Exercise brief:
Each line in these records that contains "curves" counts once. Give the number only.
[[ Data provided open ]]
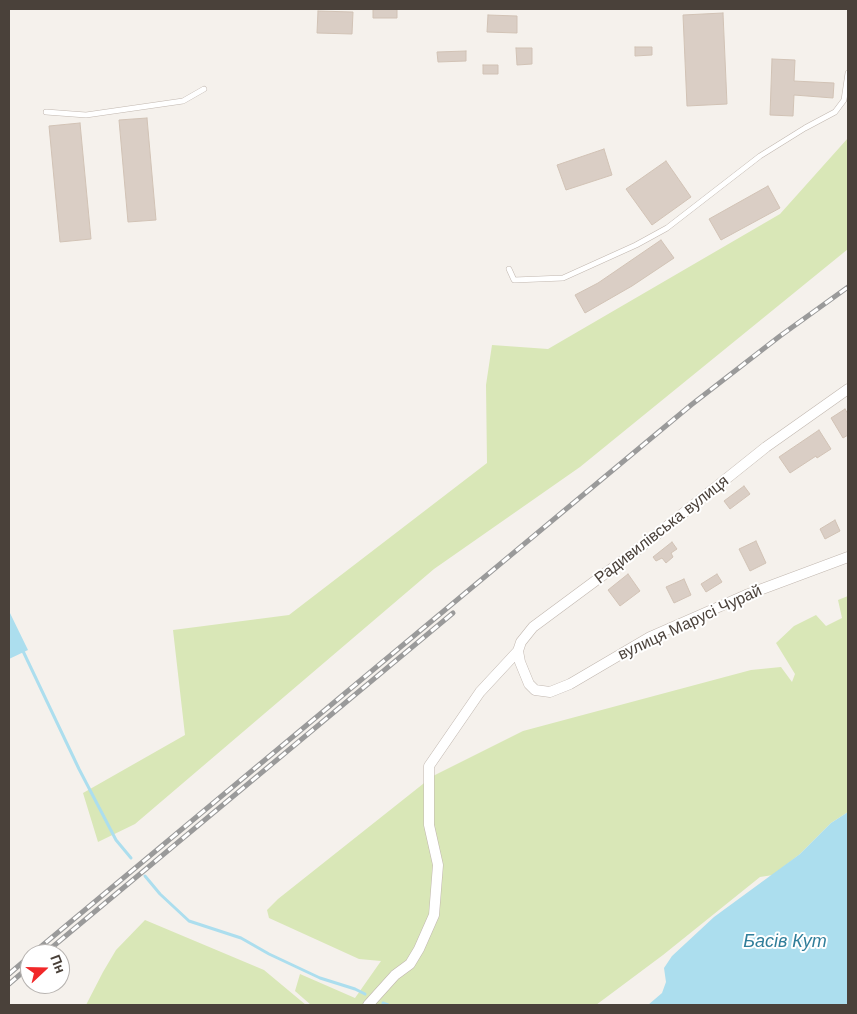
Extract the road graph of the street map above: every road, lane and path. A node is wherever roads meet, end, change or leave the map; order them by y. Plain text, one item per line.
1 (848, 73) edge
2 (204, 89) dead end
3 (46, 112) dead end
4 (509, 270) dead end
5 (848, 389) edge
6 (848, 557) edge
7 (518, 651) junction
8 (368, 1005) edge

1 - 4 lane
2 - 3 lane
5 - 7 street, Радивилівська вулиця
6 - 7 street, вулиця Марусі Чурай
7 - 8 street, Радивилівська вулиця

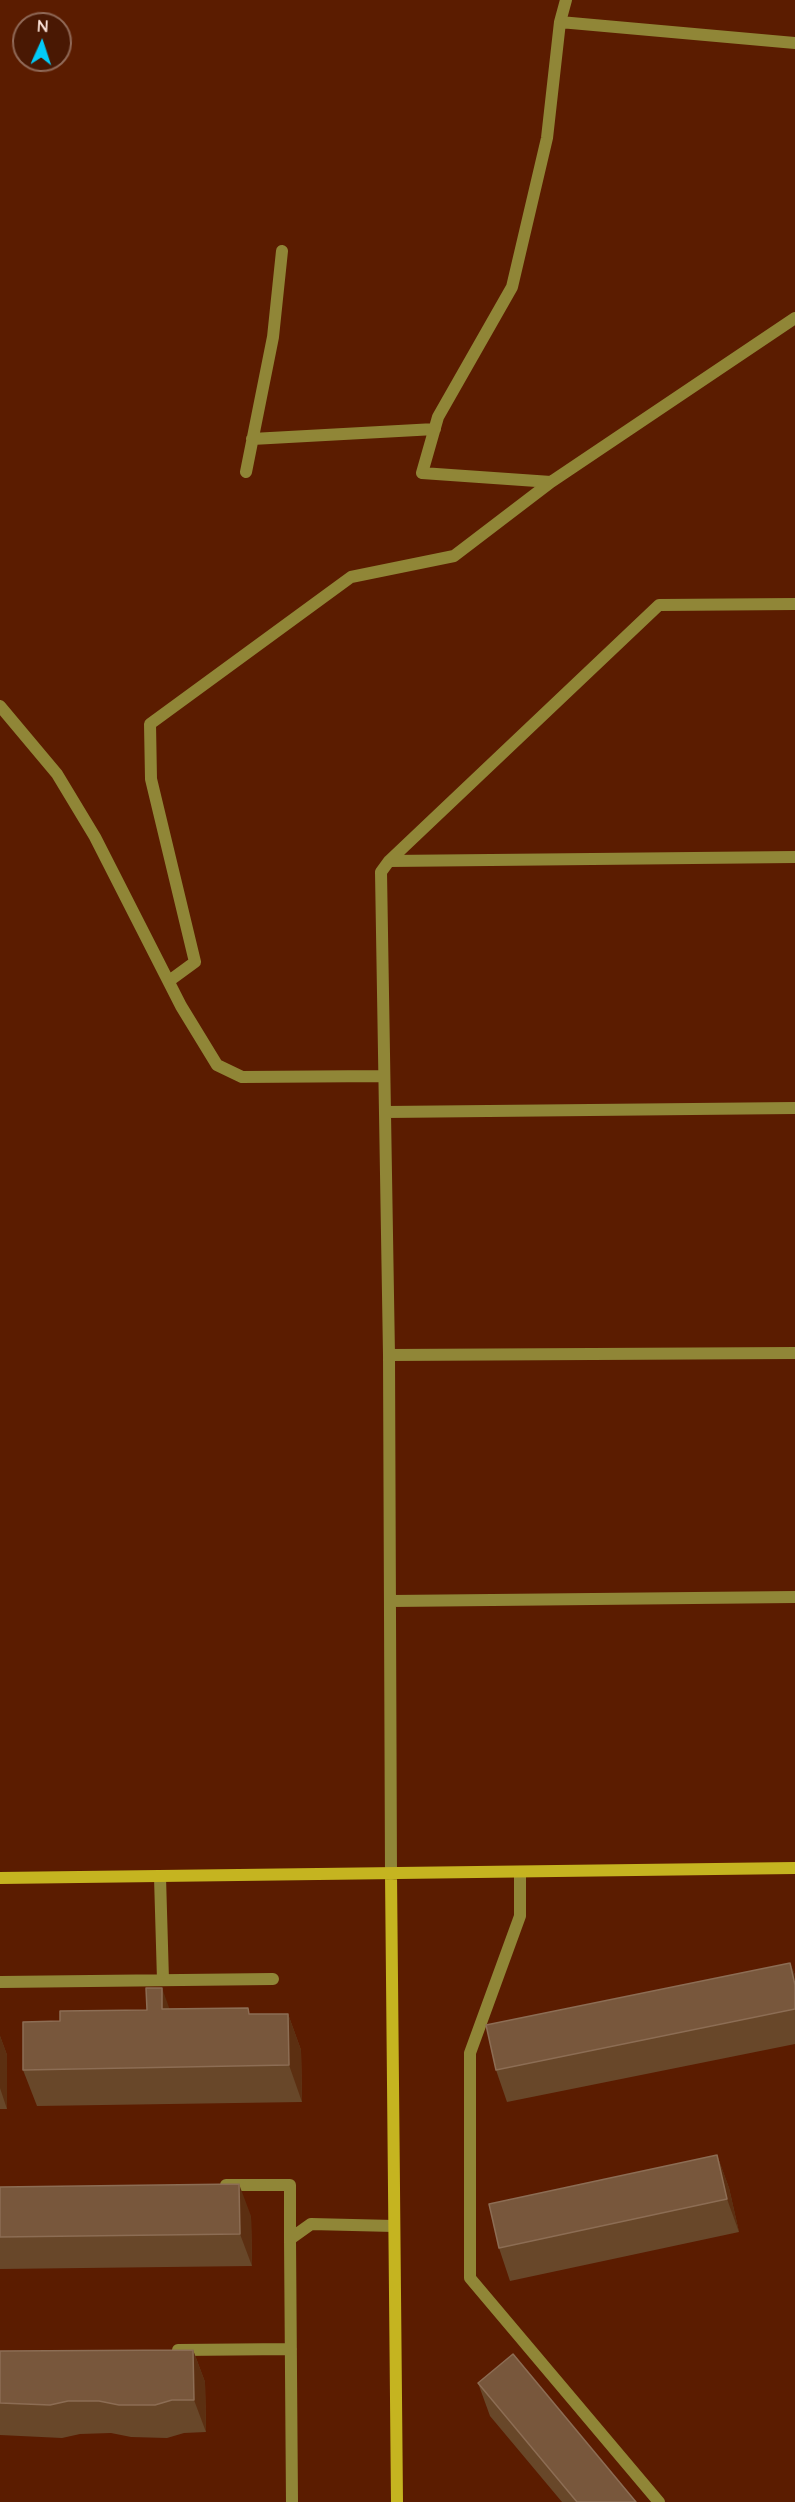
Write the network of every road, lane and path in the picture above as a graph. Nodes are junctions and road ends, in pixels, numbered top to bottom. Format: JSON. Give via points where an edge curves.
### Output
[[ Data provided closed ]]
[[ Data provided open ]]
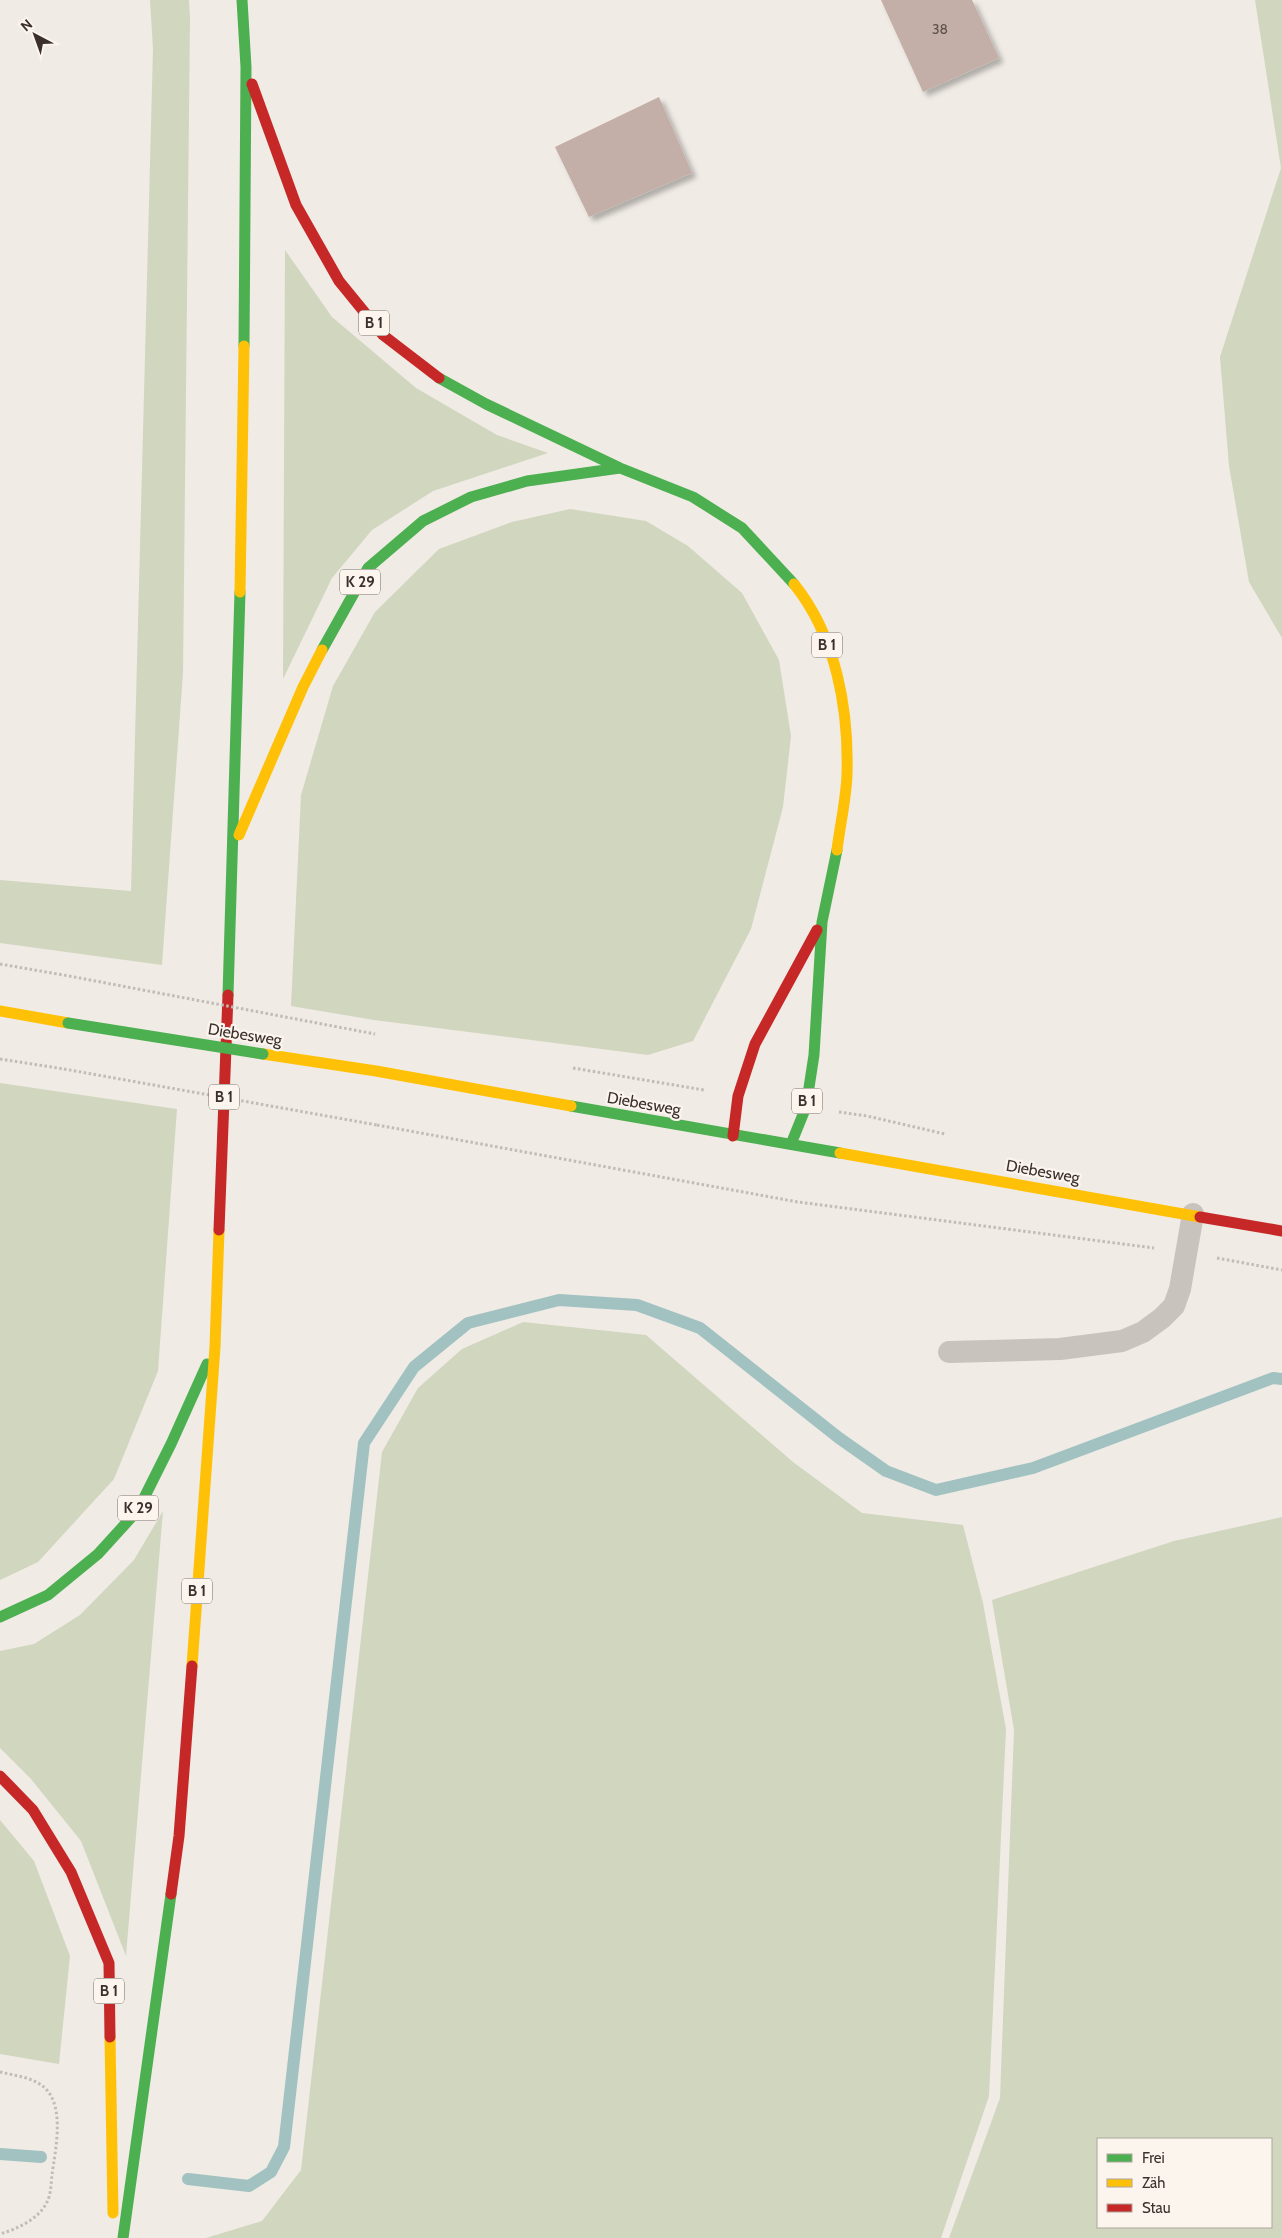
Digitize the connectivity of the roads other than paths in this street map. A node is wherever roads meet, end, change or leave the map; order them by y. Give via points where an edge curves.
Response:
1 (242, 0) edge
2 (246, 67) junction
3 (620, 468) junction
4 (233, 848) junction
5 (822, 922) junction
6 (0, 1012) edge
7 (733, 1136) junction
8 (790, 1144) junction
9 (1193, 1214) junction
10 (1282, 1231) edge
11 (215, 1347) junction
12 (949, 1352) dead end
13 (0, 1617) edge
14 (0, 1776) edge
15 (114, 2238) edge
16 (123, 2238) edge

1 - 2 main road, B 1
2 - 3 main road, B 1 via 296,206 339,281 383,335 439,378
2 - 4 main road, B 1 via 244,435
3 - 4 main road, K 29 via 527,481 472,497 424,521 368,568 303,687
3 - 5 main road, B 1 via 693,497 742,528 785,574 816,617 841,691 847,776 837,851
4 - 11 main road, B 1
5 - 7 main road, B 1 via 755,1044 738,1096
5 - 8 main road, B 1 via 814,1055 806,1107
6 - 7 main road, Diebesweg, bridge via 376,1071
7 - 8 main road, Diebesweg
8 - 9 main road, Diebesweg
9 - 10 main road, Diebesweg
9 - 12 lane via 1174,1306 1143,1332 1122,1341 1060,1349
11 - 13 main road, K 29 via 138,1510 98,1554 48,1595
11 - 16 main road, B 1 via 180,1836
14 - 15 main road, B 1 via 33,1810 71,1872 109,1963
[[ Data provided closed ]]
[[ Data provided open ]]
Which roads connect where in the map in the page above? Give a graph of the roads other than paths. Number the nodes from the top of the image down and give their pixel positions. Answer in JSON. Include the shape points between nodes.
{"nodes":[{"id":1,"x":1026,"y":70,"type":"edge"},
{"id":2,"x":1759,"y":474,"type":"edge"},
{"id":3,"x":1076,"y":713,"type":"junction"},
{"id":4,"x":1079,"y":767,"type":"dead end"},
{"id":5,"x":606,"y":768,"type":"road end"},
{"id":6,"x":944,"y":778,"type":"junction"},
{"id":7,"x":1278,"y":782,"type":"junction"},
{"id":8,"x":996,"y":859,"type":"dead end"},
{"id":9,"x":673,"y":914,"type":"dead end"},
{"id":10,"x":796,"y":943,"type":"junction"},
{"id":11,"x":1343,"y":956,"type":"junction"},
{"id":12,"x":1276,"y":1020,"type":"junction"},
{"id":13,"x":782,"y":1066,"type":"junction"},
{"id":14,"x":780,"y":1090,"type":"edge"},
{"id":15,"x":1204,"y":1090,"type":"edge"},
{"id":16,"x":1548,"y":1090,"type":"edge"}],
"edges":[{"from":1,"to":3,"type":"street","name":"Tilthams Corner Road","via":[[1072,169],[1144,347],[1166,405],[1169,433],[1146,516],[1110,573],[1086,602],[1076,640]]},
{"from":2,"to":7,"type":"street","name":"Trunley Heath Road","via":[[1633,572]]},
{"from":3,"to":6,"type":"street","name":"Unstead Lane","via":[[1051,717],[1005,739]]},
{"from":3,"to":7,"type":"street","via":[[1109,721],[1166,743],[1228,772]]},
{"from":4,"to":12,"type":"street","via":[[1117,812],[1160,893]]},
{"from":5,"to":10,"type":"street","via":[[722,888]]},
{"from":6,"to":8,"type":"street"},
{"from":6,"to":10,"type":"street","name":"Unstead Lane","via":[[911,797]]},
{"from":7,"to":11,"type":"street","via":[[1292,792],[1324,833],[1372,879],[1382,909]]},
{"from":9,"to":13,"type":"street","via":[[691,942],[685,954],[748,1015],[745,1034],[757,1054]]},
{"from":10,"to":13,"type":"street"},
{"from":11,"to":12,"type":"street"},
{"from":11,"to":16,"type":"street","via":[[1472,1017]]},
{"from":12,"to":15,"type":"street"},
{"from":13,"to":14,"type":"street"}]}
[[ Data provided closed ]]
Solution for this exercise:
2